═════ Records
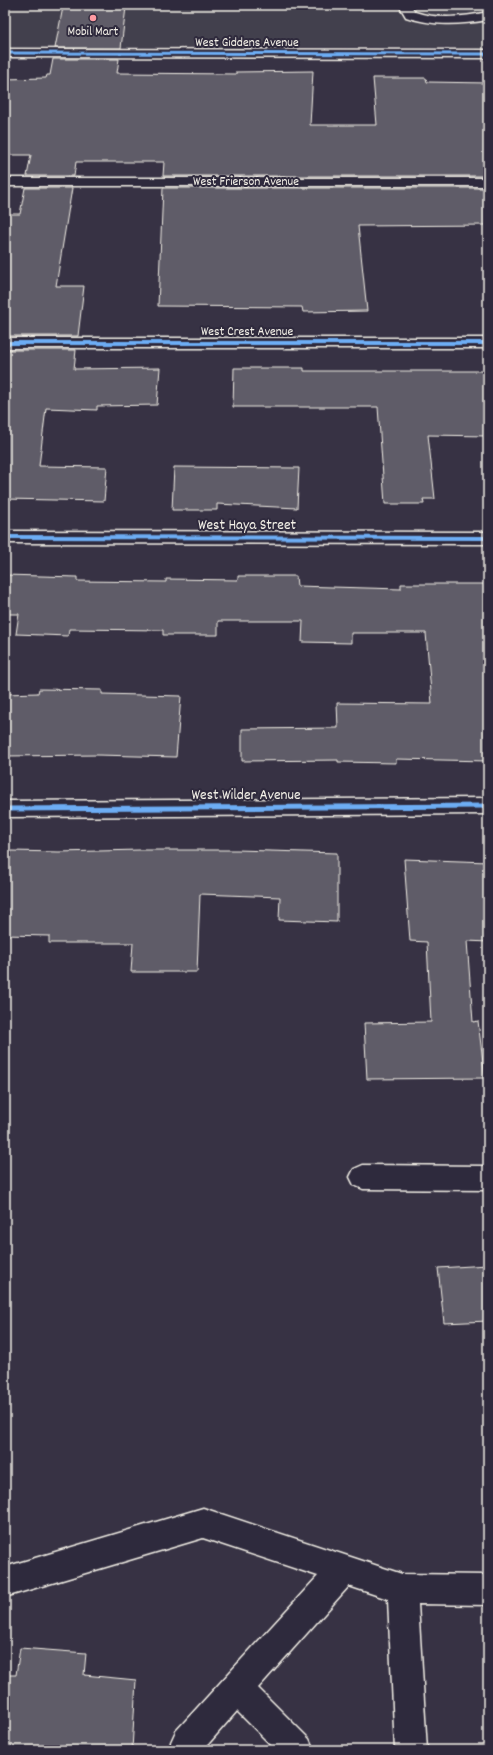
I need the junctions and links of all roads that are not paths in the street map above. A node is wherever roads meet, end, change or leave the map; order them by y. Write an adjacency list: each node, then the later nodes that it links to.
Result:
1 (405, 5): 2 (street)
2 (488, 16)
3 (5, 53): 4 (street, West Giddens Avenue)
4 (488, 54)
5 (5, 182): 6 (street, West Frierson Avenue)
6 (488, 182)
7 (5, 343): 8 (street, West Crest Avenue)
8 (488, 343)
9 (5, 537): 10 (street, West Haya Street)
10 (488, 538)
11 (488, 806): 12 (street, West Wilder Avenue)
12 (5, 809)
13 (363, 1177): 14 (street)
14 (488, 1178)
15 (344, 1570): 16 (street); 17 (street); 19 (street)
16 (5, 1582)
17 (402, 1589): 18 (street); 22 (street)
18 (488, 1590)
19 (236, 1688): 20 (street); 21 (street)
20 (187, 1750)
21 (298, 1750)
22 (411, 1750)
══════════
Each entry shown above must be quoted exactly, with its pictures left out.

I need the junctions and links of all roads that are not paths in the street map above. A node is wherever roads meet, end, change or leave the map; order them by y. Write an adjacency list: each node, then the later nodes that it links to.
Result:
1 (405, 5): 2 (street)
2 (488, 16)
3 (5, 53): 4 (street, West Giddens Avenue)
4 (488, 54)
5 (5, 182): 6 (street, West Frierson Avenue)
6 (488, 182)
7 (5, 343): 8 (street, West Crest Avenue)
8 (488, 343)
9 (5, 537): 10 (street, West Haya Street)
10 (488, 538)
11 (488, 806): 12 (street, West Wilder Avenue)
12 (5, 809)
13 (363, 1177): 14 (street)
14 (488, 1178)
15 (344, 1570): 16 (street); 17 (street); 19 (street)
16 (5, 1582)
17 (402, 1589): 18 (street); 22 (street)
18 (488, 1590)
19 (236, 1688): 20 (street); 21 (street)
20 (187, 1750)
21 (298, 1750)
22 (411, 1750)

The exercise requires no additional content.